[Items from a data source]
_ _ _

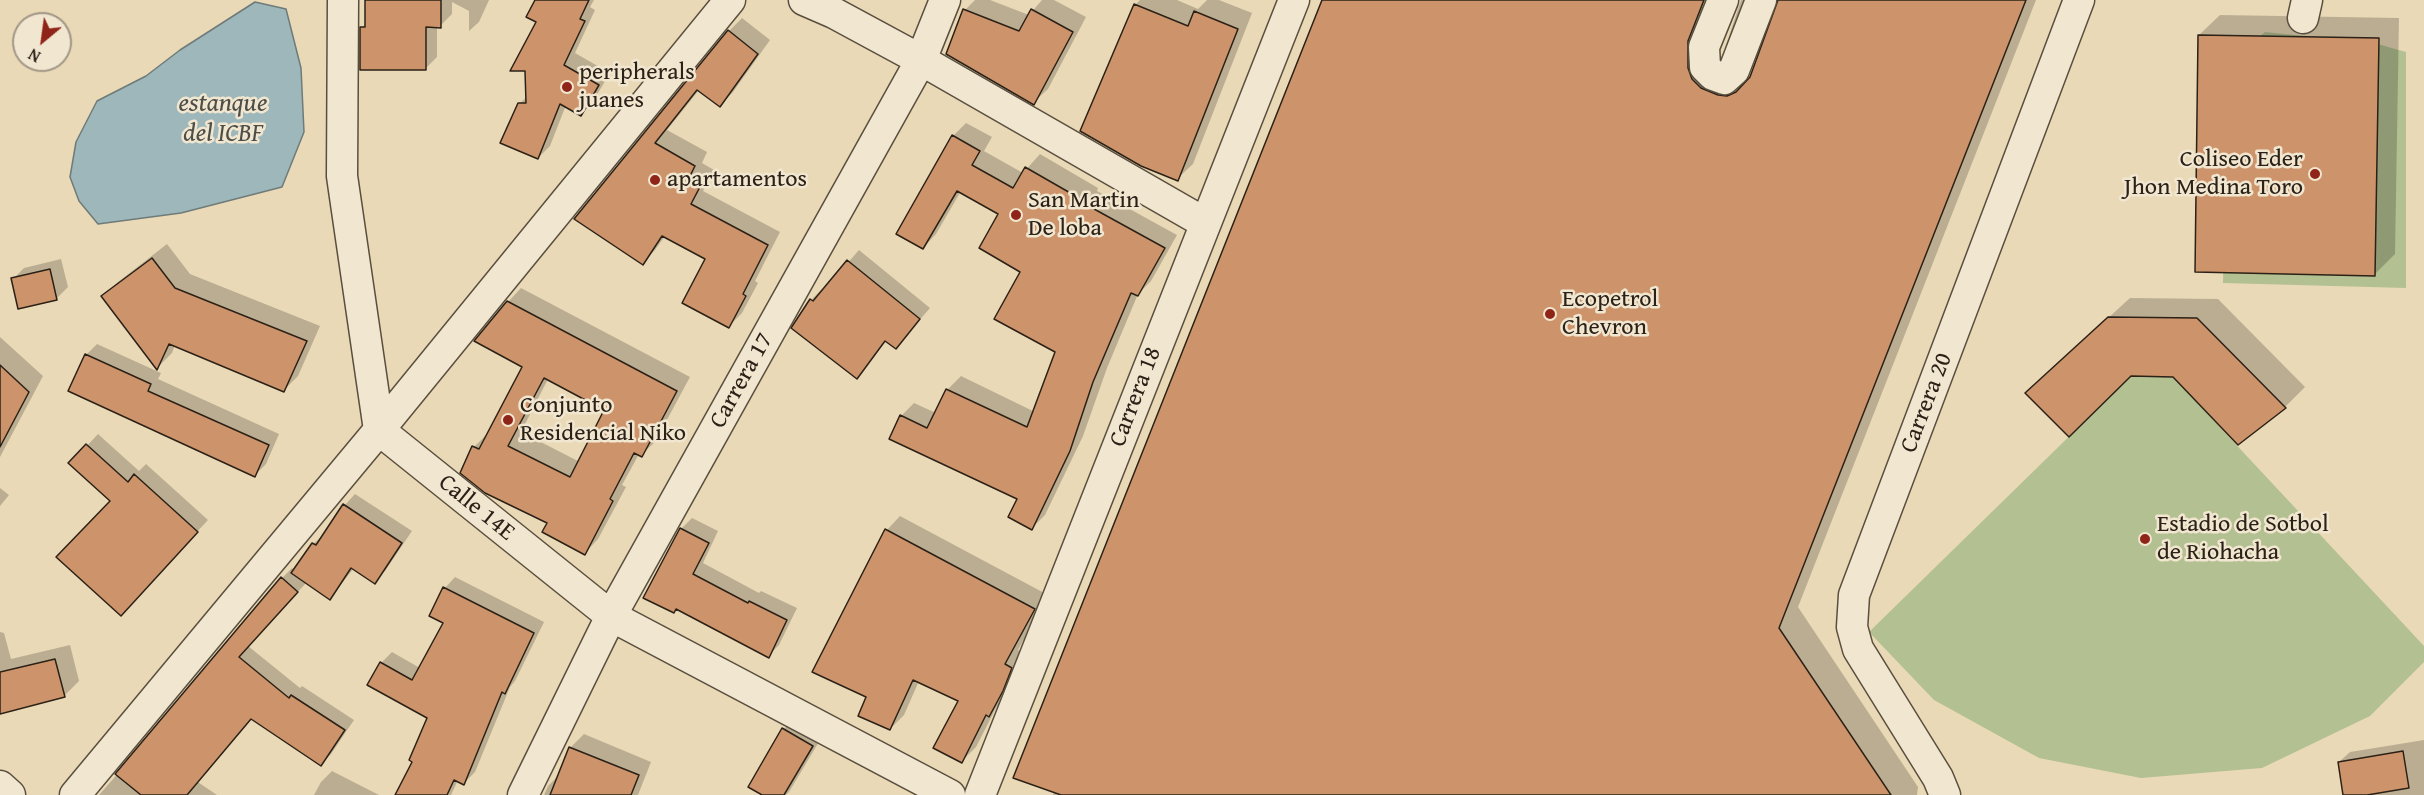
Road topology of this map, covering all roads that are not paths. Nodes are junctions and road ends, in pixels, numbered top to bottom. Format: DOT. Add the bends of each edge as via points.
graph roads {
  1 [pos="343,0"];
  2 [pos="730,0"];
  3 [pos="804,0"];
  4 [pos="945,0"];
  5 [pos="1294,0"];
  6 [pos="1723,0"];
  7 [pos="1761,0"];
  8 [pos="2079,0"];
  9 [pos="921,60"];
  10 [pos="1205,223"];
  11 [pos="379,430"];
  12 [pos="611,616"];
  13 [pos="0,786"];
  14 [pos="10,795"];
  15 [pos="75,795"];
  16 [pos="523,795"];
  17 [pos="950,795"];
  18 [pos="980,795"];
  19 [pos="1945,795"];
  1 -- 11 [label="street" via="342,176"];
  2 -- 11 [label="street"];
  3 -- 9 [label="street"];
  4 -- 9 [label="street, Carrera 17"];
  5 -- 10 [label="street, Carrera 18"];
  6 -- 7 [label="street" via="1704,46 1705,67 1725,79 1734,70"];
  8 -- 19 [label="street, Carrera 20" via="1854,595 1851,627 1858,649"];
  9 -- 10 [label="street"];
  9 -- 12 [label="street, Carrera 17"];
  10 -- 18 [label="street, Carrera 18"];
  11 -- 12 [label="street, Calle 14E"];
  11 -- 15 [label="street"];
  12 -- 16 [label="street, Carrera 17"];
  12 -- 17 [label="street, Calle 14E"];
  13 -- 14 [label="street"];
}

_ _ _

> **WORK INSTRUCTION**:
Omit the pictures and set down the records exactly.

> **EXERCISE OUTPUT**:
Road topology of this map, covering all roads that are not paths. Nodes are junctions and road ends, in pixels, numbered top to bottom. Format: DOT. Add the bends of each edge as via points.
graph roads {
  1 [pos="343,0"];
  2 [pos="730,0"];
  3 [pos="804,0"];
  4 [pos="945,0"];
  5 [pos="1294,0"];
  6 [pos="1723,0"];
  7 [pos="1761,0"];
  8 [pos="2079,0"];
  9 [pos="921,60"];
  10 [pos="1205,223"];
  11 [pos="379,430"];
  12 [pos="611,616"];
  13 [pos="0,786"];
  14 [pos="10,795"];
  15 [pos="75,795"];
  16 [pos="523,795"];
  17 [pos="950,795"];
  18 [pos="980,795"];
  19 [pos="1945,795"];
  1 -- 11 [label="street" via="342,176"];
  2 -- 11 [label="street"];
  3 -- 9 [label="street"];
  4 -- 9 [label="street, Carrera 17"];
  5 -- 10 [label="street, Carrera 18"];
  6 -- 7 [label="street" via="1704,46 1705,67 1725,79 1734,70"];
  8 -- 19 [label="street, Carrera 20" via="1854,595 1851,627 1858,649"];
  9 -- 10 [label="street"];
  9 -- 12 [label="street, Carrera 17"];
  10 -- 18 [label="street, Carrera 18"];
  11 -- 12 [label="street, Calle 14E"];
  11 -- 15 [label="street"];
  12 -- 16 [label="street, Carrera 17"];
  12 -- 17 [label="street, Calle 14E"];
  13 -- 14 [label="street"];
}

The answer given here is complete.